STERLING STEADIES AFTER WORST MONTHLY PERFORMANCE SINCE 2022

The pound held steady on Friday, having posted its worst monthly performance against the dollar in three years, as the U.S. currency rallied after President Donald Trump imposed new tariff rates on dozens of trade partners. Sterling lost nearly 4% in value in July, its biggest monthly decline since September 2022’s so-called “mini-budget crisis” that drove the currency to a record low against the dollar and sparked turmoil across the UK bond market. The Bank of England meets next week and is widely expected to cut interest rates by a quarter point to 4%, their lowest in 2-1/2 years. The pound was last flat on the day at $1.3203, near its lowest since mid-May, having struck a near four-year high of $1.3787 just a month ago. Friday’s U.S. nonfarm payrolls report is likely to be key in either cementing the dollar’s recent rally or bringing it to an end. A reading above the 110,000-increase forecast in a Reuters poll of economists could give the dollar an even bigger boost, especially as the worst fears over the impact of U.S. tariffs have ebbed. “This dynamic is unlikely to change ahead of the weekend either, with little of note in the UK calendar for today. That leaves U.S. events top of mind for sterling traders, with uncertainty the dominant theme,” Monex analysts said. The biggest catalyst driving the pound down has been the deterioration in UK economic data. The BoE, among the more conservative of the major central banks when it has come to lowering borrowing costs, is now expected to deliver more rate cuts in the coming six months than either the European Central Bank or the Federal Reserve, based on money markets.

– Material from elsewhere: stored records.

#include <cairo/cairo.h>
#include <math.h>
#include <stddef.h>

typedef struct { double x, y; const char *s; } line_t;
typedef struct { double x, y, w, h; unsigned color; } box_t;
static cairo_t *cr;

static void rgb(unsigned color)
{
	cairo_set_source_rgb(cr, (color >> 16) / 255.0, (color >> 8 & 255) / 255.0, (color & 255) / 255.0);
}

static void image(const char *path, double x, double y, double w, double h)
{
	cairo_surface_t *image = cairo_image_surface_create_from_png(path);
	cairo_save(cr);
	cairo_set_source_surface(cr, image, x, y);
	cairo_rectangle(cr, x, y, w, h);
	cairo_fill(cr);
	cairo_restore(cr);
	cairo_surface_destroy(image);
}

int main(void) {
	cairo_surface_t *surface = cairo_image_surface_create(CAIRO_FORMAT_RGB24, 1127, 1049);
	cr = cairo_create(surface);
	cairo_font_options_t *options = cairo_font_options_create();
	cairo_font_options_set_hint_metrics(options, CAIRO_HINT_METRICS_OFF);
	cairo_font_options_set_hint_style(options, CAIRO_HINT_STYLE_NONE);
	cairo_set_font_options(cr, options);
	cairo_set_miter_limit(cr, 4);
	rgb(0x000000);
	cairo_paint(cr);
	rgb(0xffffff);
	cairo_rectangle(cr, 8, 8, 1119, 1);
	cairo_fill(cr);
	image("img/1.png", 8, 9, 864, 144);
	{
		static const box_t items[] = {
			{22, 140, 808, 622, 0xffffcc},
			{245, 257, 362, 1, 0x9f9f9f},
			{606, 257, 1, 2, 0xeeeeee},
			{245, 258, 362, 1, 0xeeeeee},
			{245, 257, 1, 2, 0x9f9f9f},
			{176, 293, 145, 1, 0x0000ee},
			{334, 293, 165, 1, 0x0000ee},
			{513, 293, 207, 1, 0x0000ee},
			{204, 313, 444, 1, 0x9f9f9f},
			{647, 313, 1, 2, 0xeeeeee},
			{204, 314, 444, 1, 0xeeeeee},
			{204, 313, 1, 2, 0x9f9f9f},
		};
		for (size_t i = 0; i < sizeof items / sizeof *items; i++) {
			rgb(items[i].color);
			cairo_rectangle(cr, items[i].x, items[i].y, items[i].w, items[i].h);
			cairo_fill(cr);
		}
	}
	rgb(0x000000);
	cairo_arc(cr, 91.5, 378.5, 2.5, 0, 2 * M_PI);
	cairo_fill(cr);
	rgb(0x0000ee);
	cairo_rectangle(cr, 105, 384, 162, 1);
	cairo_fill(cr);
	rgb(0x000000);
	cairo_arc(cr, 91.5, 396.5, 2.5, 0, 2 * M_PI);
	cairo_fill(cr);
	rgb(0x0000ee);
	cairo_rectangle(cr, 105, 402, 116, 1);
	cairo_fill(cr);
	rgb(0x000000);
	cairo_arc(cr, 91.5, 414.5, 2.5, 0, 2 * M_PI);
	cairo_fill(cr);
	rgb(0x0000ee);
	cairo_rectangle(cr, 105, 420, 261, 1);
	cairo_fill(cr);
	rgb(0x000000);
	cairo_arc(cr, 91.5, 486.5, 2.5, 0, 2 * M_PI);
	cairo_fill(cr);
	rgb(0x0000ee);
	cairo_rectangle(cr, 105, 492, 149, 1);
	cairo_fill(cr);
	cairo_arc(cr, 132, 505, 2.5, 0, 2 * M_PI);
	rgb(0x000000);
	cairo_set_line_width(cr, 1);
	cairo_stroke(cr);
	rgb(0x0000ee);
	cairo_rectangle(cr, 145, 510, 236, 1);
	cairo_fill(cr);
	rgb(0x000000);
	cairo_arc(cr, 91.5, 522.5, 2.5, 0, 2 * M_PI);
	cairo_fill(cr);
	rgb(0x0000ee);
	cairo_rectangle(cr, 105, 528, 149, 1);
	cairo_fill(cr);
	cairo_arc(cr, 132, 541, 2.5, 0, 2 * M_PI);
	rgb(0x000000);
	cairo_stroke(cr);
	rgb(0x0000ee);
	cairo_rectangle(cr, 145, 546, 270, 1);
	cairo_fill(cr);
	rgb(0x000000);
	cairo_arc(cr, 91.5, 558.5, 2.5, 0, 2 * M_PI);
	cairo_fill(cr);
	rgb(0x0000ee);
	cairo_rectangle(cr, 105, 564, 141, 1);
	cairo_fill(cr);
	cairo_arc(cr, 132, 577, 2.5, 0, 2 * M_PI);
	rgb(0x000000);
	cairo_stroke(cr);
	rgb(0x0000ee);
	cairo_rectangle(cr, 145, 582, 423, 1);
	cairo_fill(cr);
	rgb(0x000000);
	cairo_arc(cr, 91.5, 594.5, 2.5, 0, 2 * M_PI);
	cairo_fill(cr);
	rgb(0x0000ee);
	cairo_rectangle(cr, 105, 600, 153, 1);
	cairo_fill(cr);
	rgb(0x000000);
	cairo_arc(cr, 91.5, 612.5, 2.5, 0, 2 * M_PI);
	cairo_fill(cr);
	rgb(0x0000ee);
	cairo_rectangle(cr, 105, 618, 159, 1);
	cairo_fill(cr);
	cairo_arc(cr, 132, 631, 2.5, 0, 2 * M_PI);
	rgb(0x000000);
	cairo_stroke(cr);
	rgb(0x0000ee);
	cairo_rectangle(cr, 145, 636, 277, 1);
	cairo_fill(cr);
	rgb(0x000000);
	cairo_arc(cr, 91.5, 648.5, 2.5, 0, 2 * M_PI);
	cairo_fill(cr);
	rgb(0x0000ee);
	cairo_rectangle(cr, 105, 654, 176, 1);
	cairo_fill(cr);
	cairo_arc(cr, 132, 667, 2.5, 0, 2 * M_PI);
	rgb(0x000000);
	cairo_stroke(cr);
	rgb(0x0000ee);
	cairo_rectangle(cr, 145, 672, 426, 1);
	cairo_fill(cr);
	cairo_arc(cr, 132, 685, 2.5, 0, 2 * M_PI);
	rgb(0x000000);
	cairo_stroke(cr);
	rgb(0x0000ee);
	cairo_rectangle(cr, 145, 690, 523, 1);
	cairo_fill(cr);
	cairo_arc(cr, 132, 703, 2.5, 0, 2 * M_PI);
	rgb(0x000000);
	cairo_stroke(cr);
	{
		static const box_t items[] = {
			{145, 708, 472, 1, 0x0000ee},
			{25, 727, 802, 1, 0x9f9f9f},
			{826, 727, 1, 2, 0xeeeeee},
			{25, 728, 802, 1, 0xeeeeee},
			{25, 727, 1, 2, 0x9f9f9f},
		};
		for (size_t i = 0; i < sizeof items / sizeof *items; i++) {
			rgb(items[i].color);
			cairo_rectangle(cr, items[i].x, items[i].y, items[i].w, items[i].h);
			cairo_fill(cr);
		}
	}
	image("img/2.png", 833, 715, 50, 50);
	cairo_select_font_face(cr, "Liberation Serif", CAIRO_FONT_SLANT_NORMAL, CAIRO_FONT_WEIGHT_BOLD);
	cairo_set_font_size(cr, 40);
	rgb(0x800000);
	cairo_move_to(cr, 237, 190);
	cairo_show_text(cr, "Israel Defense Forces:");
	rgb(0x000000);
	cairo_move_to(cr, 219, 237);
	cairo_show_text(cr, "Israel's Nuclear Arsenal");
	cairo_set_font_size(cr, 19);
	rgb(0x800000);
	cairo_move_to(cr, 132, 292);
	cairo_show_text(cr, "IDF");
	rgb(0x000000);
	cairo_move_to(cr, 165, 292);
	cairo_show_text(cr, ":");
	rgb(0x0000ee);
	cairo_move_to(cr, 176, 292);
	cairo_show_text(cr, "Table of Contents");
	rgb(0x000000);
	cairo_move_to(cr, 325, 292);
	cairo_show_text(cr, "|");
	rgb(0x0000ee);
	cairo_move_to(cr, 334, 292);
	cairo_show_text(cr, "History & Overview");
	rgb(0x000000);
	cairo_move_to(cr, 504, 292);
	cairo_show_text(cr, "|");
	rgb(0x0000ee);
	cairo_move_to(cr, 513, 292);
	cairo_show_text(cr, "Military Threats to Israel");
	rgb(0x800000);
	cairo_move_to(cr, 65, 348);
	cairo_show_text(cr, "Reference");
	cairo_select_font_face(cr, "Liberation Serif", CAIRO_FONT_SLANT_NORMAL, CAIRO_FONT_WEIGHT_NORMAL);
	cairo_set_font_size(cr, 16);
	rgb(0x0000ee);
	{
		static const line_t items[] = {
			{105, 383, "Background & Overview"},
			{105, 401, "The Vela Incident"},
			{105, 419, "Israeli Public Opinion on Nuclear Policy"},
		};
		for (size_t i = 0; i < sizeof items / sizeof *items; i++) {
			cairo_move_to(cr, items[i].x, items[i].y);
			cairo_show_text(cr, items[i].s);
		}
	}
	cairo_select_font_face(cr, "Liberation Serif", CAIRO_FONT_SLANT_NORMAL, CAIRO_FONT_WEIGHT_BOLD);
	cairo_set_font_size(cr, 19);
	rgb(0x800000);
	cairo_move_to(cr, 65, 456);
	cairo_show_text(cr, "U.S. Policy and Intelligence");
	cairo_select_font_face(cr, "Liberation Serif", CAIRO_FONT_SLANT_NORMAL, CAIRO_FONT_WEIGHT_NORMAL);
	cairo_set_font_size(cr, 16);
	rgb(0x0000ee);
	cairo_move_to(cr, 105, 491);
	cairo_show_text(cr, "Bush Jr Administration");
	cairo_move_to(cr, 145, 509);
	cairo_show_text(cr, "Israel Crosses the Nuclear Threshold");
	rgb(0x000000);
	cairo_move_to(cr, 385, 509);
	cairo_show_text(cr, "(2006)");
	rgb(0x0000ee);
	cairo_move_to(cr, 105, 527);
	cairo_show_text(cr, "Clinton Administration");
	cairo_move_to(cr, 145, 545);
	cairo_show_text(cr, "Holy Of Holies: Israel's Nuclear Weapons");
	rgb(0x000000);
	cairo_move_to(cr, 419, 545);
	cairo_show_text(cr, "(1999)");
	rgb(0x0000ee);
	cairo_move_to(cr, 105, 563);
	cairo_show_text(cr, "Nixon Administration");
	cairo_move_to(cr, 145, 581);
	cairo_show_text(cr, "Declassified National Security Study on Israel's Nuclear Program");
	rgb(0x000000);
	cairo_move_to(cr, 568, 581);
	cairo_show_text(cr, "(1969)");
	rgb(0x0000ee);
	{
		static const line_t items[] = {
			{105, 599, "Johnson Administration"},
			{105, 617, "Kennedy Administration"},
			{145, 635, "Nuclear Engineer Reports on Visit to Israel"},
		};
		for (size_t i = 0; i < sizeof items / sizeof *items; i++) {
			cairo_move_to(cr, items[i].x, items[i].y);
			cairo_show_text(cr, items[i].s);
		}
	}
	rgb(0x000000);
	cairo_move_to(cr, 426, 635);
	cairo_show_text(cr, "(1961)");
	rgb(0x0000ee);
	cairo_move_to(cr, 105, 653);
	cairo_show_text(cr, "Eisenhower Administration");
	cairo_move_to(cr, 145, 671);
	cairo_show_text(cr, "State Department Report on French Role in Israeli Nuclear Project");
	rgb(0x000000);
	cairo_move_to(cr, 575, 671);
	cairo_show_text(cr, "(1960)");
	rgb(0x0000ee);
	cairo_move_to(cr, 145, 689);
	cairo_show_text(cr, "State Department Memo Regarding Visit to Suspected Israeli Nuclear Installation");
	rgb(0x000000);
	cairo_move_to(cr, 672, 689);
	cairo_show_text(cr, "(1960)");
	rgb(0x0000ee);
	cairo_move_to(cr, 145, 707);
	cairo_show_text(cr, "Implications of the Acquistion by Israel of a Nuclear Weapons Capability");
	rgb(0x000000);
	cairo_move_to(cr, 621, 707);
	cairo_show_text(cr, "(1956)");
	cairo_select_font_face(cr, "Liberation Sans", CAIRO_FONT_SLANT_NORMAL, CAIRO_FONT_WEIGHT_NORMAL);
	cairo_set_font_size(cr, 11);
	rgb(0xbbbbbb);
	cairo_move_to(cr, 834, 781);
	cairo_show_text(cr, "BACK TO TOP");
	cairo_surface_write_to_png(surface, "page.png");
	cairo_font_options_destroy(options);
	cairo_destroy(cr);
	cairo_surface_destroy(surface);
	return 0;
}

DOLLAR ADVANCES AGAINST PEERS AFTER STRONG GDP DATA, FED HOLDS KEY INTEREST RATE STEADY

The dollar advanced against major peers on Wednesday following better-than-expected U.S. GDP data and as the Federal Reserve held interest rates steady at its July meeting. The Federal Reserve left interest rates unchanged, rebuffing persistent calls by President Donald Trump to cut interest rates. The federal funds rate will continue to be set in a range between 4.25% to 4.5%. At a news conference on Wednesday afternoon, Federal Reserve Chair Jerome Powell said that no decision has been made for September and that the central bank must wait and see the impact of tariffs before acting. U.S. economic growth rebounded more than expected in the second quarter, expanding by 3% compared with an estimate of 2.4% based on a Reuters poll of economists. The euro extended losses against the dollar. It was down 0.5% to $1.1493, on track for the fifth straight session of losses and trading at its lowest level since June 23. The euro is also poised to record its first monthly drop in 2025, following a sharp reaction to a U.S.-European Union trade deal earlier this week. The dollar index added to its gains. It was up 0.4% at 99.29, on course to post its first month of gains this year. Trade agreements struck with Japan last week and the EU over the weekend signaled a renewed U.S. commitment to global engagement, easing investor concerns. Investors’ focus is now on negotiations between China and the U.S. after officials agreed to seek an extension of their 90-day tariff truce. But Trump upped the ante against India on Wednesday, announcing that a 25% tariff on imports starting August 1. “Trump can afford to be harsh on India because he’s gotten a bunch of deals already and he’s trying to pressure them to be more forthcoming. . . I don’t think the tariffs will end as harsh as he hinted but he does want to negotiate with India on terms favorable to the U.S.,” said Steve Englander, head of global G10 FX Research at Standard Chartered in New York. Data showed on Wednesday that the German economy contracted in the second quarter, while France’s economy beat forecasts. The spotlight will be on comments from BoJ Governor Kazuo Ueda as investors hope the trade deal between Japan and the U.S. paves the way for the central bank to raise rates on Thursday. The dollar was firmer 0.1% to 148.64 against the yen, hitting a two-week high. Against the Swiss franc, the dollar strengthened 0.65% to 0.811 francs, reaching its highest since June 24.